## WHAT YOU SHOULD DO
Say how many of the lines below include the word "Horsetooth". Only the number should be given.

## RECORDS FOR THE TASK
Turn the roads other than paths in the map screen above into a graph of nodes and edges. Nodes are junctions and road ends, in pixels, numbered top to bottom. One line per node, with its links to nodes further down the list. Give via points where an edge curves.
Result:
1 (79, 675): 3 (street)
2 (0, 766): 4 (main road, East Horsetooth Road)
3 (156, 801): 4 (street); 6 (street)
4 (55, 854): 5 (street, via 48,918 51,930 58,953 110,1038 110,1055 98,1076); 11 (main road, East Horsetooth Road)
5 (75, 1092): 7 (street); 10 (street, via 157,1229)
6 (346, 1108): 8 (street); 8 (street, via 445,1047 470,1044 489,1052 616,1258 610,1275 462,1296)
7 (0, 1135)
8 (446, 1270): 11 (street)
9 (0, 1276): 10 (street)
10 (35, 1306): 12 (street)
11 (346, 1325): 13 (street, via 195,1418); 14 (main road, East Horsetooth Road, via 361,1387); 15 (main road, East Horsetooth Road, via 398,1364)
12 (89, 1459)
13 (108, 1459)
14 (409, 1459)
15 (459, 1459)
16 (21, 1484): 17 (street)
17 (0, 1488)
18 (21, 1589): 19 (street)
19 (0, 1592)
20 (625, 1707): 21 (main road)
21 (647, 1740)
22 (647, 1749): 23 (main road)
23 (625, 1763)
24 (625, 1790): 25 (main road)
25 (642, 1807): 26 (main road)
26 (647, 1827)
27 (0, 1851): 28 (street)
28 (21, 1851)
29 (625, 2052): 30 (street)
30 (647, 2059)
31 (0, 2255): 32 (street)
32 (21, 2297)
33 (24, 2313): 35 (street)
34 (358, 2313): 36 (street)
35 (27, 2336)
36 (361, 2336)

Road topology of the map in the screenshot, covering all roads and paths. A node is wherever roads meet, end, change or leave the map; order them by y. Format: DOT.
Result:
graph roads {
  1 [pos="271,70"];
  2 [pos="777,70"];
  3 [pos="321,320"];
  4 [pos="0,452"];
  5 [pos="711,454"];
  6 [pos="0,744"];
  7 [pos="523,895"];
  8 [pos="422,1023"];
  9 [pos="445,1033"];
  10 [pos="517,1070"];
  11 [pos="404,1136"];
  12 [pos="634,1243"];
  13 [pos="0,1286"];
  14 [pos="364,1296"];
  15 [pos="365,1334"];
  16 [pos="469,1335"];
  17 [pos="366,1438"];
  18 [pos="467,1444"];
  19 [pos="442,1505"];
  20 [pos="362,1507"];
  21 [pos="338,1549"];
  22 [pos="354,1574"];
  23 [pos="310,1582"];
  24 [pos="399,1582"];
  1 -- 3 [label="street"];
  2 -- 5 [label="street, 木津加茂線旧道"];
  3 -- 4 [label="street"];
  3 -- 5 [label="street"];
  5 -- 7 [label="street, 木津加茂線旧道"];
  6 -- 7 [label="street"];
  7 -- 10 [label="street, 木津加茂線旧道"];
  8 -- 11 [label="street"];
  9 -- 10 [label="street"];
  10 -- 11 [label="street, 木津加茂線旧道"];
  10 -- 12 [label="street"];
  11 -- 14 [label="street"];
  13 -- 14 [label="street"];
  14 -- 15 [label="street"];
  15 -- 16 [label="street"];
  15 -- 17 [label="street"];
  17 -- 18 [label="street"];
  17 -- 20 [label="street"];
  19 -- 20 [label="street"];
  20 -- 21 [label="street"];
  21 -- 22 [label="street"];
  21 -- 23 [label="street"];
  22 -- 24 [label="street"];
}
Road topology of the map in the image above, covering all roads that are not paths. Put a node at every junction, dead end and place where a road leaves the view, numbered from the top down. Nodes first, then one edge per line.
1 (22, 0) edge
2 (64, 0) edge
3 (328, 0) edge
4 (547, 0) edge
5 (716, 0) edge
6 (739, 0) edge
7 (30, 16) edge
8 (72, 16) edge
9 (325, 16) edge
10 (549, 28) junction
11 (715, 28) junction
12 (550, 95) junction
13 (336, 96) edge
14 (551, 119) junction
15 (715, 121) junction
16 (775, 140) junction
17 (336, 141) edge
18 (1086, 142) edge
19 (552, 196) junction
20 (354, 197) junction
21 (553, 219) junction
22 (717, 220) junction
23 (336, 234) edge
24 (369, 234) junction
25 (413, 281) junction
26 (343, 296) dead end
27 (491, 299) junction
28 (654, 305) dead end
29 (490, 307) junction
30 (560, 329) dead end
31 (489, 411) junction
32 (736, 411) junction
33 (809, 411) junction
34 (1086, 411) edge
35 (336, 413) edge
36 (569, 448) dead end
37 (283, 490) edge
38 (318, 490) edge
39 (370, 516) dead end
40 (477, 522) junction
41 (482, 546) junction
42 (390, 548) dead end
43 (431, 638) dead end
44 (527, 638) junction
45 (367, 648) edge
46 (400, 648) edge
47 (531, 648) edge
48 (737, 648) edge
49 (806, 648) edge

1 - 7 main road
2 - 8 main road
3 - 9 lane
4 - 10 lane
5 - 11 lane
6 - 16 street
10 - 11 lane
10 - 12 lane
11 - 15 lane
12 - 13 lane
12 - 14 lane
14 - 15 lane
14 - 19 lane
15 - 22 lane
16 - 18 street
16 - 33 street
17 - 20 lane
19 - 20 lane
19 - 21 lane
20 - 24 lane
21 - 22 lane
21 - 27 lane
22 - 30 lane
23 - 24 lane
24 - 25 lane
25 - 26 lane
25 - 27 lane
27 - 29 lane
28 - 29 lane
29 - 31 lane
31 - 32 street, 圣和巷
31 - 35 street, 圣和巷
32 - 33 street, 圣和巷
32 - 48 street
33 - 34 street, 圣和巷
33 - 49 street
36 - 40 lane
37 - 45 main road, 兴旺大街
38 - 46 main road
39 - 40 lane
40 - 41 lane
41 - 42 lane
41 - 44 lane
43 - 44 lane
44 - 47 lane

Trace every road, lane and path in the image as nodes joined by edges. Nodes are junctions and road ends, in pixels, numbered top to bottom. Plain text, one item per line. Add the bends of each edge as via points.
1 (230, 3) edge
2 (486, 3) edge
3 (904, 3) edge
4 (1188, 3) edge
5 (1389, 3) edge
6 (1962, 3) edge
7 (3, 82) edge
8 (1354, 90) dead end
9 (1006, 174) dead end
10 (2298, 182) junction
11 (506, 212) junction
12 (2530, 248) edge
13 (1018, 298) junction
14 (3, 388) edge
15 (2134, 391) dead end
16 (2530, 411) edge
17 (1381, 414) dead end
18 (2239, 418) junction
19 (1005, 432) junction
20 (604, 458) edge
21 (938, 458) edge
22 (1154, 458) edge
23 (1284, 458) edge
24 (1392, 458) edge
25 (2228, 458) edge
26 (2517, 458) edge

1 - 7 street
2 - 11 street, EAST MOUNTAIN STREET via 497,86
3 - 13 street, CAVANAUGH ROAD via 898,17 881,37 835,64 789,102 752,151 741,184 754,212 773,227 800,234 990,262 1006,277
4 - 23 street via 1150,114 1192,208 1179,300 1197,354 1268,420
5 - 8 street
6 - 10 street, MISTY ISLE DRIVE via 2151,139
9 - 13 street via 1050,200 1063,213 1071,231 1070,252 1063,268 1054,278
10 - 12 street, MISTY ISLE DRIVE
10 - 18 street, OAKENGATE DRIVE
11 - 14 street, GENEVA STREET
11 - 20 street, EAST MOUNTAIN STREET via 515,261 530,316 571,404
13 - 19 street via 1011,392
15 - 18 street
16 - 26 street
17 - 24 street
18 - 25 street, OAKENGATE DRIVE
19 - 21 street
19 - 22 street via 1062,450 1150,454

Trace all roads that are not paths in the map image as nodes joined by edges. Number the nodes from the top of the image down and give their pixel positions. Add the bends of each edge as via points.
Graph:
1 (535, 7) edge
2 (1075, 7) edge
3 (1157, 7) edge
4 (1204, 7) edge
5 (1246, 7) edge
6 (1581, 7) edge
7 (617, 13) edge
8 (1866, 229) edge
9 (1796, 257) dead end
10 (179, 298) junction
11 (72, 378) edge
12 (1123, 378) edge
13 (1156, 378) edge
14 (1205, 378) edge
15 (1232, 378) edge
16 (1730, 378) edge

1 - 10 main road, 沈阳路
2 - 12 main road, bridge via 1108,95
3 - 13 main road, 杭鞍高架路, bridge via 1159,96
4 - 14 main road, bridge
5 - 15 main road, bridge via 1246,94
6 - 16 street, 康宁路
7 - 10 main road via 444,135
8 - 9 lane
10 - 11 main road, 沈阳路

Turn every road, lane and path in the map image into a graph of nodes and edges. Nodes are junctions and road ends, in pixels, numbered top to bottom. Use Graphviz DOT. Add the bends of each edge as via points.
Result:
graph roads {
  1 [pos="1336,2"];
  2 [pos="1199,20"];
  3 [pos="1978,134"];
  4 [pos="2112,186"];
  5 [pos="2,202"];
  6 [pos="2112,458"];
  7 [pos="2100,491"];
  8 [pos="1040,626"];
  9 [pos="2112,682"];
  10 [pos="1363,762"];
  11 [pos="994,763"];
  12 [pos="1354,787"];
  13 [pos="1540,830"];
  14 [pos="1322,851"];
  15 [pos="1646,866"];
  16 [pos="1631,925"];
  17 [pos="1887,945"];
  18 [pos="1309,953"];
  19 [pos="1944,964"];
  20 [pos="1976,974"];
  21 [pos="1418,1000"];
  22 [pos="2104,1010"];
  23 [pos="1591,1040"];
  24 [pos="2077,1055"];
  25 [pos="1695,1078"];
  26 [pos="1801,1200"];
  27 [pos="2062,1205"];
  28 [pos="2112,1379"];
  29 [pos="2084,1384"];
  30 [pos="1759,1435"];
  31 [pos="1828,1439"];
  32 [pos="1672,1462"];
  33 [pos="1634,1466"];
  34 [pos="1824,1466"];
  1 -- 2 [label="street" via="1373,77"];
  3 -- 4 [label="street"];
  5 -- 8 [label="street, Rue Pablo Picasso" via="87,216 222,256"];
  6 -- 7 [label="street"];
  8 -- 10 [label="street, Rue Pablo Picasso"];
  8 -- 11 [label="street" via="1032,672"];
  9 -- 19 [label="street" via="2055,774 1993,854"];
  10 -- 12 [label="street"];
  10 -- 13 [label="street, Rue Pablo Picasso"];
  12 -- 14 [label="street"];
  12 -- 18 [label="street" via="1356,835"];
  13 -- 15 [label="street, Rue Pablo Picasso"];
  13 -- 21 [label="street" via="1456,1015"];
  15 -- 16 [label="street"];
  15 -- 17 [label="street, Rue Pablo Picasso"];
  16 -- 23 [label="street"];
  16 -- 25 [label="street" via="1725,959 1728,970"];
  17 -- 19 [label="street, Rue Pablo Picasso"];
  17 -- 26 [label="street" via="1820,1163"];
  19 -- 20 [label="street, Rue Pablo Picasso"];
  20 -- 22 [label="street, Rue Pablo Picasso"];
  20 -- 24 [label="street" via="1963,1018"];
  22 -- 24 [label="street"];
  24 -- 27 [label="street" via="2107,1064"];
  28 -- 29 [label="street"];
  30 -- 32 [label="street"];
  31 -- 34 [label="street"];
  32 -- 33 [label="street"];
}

## SOLUTION BELOW
3